=== Begin Enclosure ===

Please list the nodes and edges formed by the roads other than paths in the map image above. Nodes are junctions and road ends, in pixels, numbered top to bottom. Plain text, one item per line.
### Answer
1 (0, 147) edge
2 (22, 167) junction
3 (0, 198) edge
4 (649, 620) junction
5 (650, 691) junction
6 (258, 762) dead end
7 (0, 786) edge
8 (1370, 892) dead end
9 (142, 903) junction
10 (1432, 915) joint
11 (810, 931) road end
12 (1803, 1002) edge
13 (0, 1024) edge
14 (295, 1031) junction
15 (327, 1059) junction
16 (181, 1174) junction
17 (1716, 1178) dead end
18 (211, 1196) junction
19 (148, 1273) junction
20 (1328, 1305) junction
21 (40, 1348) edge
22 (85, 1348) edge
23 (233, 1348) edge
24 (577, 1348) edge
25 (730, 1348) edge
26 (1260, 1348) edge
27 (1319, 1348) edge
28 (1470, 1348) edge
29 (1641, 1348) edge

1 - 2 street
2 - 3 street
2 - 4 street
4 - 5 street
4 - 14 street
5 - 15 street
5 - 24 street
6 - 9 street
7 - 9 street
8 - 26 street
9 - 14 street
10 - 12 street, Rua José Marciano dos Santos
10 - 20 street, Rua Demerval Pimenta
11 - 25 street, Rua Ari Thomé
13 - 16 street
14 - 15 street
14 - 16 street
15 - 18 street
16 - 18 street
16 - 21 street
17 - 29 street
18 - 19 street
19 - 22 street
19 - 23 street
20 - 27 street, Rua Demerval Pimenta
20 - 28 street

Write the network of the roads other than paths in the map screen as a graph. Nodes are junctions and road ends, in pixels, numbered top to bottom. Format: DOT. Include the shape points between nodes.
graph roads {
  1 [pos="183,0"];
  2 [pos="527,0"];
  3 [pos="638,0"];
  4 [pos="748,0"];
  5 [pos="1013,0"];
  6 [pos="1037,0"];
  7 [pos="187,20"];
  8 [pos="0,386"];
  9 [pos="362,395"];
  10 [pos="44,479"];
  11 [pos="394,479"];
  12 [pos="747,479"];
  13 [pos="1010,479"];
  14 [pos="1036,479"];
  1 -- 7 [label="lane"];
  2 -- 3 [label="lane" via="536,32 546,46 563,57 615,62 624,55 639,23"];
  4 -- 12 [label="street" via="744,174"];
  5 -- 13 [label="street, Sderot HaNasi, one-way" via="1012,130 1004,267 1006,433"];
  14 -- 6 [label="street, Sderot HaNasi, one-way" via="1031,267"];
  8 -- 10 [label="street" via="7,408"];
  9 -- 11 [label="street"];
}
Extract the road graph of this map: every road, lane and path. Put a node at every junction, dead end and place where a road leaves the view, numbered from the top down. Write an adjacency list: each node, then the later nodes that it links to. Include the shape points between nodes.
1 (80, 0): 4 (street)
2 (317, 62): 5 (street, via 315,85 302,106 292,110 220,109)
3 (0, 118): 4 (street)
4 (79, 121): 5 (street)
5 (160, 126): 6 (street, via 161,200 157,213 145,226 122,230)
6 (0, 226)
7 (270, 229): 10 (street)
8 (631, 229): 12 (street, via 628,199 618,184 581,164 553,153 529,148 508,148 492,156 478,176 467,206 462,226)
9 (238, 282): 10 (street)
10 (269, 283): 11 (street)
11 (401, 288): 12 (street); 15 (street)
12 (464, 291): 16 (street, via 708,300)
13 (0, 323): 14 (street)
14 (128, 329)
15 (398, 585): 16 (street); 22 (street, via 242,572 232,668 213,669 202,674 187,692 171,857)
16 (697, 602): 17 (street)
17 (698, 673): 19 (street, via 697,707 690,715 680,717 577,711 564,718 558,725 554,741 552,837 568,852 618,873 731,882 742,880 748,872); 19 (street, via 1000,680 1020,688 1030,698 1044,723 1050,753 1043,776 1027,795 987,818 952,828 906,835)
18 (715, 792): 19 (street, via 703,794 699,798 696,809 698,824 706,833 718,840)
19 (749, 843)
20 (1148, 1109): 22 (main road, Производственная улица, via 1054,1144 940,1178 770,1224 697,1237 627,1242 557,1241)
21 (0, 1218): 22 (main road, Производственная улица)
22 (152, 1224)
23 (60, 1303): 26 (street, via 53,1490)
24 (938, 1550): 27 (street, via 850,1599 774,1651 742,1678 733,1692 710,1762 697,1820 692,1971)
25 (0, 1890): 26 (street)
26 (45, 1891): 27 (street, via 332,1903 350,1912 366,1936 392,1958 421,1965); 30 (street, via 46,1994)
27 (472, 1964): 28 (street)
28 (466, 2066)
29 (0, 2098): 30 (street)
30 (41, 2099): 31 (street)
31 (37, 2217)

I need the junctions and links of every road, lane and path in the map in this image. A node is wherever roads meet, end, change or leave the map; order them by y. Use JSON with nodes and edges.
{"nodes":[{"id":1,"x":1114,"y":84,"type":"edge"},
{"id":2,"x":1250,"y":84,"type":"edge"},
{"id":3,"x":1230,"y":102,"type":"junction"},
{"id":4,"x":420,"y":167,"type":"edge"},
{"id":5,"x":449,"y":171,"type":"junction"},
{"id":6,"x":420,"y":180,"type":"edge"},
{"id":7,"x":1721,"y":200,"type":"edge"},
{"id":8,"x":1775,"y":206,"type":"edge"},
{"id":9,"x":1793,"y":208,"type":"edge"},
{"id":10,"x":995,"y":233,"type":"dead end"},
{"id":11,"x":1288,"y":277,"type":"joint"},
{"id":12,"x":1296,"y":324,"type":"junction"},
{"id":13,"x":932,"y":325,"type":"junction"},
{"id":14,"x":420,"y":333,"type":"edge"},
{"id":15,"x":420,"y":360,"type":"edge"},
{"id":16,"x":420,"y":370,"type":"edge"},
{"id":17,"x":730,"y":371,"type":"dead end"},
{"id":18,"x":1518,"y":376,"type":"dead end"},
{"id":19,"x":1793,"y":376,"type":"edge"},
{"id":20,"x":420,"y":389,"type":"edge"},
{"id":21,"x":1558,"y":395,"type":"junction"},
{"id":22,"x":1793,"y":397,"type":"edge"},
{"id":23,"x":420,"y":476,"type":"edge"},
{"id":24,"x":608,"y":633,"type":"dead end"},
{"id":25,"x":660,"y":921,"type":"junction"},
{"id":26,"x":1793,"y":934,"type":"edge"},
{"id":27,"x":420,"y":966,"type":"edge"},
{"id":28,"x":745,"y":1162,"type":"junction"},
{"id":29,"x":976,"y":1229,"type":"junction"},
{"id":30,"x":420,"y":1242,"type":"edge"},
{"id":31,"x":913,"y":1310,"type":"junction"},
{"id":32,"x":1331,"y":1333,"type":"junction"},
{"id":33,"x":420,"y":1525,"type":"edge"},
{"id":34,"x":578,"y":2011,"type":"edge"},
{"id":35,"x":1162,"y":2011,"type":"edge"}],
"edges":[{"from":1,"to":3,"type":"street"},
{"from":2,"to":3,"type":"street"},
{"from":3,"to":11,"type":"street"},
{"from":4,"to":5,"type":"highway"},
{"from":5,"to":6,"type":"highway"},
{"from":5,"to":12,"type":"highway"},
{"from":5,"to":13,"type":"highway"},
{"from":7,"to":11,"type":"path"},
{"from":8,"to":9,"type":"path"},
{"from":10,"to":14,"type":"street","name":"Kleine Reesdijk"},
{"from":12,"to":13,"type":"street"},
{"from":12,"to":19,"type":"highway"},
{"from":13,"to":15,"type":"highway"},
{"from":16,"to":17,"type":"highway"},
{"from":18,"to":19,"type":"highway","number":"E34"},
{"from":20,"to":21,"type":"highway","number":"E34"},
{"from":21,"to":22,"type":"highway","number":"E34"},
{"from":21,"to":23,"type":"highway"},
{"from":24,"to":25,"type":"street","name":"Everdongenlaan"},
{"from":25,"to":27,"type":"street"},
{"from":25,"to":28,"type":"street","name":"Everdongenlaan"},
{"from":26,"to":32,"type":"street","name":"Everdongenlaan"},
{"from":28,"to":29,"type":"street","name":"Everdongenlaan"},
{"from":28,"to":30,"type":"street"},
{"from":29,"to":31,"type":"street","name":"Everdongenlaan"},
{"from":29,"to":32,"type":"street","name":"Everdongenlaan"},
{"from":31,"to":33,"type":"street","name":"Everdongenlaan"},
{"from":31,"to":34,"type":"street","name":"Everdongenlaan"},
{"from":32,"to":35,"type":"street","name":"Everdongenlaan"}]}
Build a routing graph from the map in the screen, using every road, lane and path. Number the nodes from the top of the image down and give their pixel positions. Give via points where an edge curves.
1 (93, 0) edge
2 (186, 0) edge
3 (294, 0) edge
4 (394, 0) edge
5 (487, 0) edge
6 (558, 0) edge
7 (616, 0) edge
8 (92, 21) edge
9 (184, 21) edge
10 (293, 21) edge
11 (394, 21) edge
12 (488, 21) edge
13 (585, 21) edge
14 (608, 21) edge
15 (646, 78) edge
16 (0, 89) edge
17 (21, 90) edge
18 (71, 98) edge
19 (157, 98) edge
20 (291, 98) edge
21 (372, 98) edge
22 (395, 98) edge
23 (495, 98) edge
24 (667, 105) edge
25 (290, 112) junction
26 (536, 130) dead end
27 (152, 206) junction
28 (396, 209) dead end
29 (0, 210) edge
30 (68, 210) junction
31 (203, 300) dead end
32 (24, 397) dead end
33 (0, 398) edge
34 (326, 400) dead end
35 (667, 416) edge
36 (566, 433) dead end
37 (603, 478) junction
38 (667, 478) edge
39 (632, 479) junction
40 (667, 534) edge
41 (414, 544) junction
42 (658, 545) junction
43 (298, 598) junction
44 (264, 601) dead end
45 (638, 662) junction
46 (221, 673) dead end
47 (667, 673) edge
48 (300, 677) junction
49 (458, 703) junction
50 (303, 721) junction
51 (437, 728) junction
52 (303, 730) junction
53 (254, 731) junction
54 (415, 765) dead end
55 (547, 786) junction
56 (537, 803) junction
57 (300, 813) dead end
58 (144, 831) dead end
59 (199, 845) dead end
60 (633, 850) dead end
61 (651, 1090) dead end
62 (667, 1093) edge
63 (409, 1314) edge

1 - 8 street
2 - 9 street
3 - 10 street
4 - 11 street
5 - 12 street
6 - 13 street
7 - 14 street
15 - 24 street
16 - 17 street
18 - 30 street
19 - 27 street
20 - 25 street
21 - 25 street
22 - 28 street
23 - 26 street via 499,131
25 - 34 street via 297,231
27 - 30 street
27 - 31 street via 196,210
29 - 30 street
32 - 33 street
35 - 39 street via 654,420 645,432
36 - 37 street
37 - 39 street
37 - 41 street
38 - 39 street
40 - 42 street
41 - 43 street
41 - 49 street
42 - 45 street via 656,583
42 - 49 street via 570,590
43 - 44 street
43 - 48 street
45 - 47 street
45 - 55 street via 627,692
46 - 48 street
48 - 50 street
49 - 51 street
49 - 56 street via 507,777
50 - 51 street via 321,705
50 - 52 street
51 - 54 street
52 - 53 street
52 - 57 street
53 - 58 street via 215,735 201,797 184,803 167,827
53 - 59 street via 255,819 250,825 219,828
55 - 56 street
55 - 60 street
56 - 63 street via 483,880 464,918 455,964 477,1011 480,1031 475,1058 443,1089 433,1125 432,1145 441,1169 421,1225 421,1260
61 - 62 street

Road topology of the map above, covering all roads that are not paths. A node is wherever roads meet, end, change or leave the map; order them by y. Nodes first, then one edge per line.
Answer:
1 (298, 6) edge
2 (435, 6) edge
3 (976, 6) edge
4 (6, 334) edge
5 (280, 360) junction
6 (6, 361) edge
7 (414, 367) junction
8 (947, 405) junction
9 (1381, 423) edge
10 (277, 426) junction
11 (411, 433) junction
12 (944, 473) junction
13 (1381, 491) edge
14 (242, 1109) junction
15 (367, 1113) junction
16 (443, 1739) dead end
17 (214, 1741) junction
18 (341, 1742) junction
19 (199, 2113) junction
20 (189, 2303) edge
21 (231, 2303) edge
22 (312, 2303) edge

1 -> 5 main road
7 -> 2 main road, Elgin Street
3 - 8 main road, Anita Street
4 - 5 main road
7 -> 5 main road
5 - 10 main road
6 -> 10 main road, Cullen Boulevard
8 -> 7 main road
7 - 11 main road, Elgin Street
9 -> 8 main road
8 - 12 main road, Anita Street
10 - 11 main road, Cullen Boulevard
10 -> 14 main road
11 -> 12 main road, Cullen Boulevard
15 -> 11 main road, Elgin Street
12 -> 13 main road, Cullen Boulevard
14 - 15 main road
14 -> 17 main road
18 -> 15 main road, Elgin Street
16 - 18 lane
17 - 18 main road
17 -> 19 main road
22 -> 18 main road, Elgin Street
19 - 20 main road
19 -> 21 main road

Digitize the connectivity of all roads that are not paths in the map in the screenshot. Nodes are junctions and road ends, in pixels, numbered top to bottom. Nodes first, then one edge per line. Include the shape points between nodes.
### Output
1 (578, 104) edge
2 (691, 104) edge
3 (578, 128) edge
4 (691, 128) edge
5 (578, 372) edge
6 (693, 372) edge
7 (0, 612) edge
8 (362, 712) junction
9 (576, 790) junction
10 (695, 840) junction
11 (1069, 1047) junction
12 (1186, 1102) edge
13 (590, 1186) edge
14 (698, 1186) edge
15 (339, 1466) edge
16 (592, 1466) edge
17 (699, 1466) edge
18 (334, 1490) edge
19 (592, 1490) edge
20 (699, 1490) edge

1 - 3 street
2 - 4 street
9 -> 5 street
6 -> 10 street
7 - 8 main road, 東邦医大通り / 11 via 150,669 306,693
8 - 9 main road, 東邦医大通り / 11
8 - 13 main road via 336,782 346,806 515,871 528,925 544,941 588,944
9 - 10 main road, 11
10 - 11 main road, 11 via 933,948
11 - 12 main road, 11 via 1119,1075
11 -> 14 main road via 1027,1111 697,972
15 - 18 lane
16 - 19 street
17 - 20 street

=== End Enclosure ===

*Your assignment*. Make an exact copy of the lines running from the one with "Digitize the connectivity" to the last line of the listing, including both ends.

*Problem solution*.
Digitize the connectivity of all roads that are not paths in the map in the screenshot. Nodes are junctions and road ends, in pixels, numbered top to bottom. Nodes first, then one edge per line. Include the shape points between nodes.
### Output
1 (578, 104) edge
2 (691, 104) edge
3 (578, 128) edge
4 (691, 128) edge
5 (578, 372) edge
6 (693, 372) edge
7 (0, 612) edge
8 (362, 712) junction
9 (576, 790) junction
10 (695, 840) junction
11 (1069, 1047) junction
12 (1186, 1102) edge
13 (590, 1186) edge
14 (698, 1186) edge
15 (339, 1466) edge
16 (592, 1466) edge
17 (699, 1466) edge
18 (334, 1490) edge
19 (592, 1490) edge
20 (699, 1490) edge

1 - 3 street
2 - 4 street
9 -> 5 street
6 -> 10 street
7 - 8 main road, 東邦医大通り / 11 via 150,669 306,693
8 - 9 main road, 東邦医大通り / 11
8 - 13 main road via 336,782 346,806 515,871 528,925 544,941 588,944
9 - 10 main road, 11
10 - 11 main road, 11 via 933,948
11 - 12 main road, 11 via 1119,1075
11 -> 14 main road via 1027,1111 697,972
15 - 18 lane
16 - 19 street
17 - 20 street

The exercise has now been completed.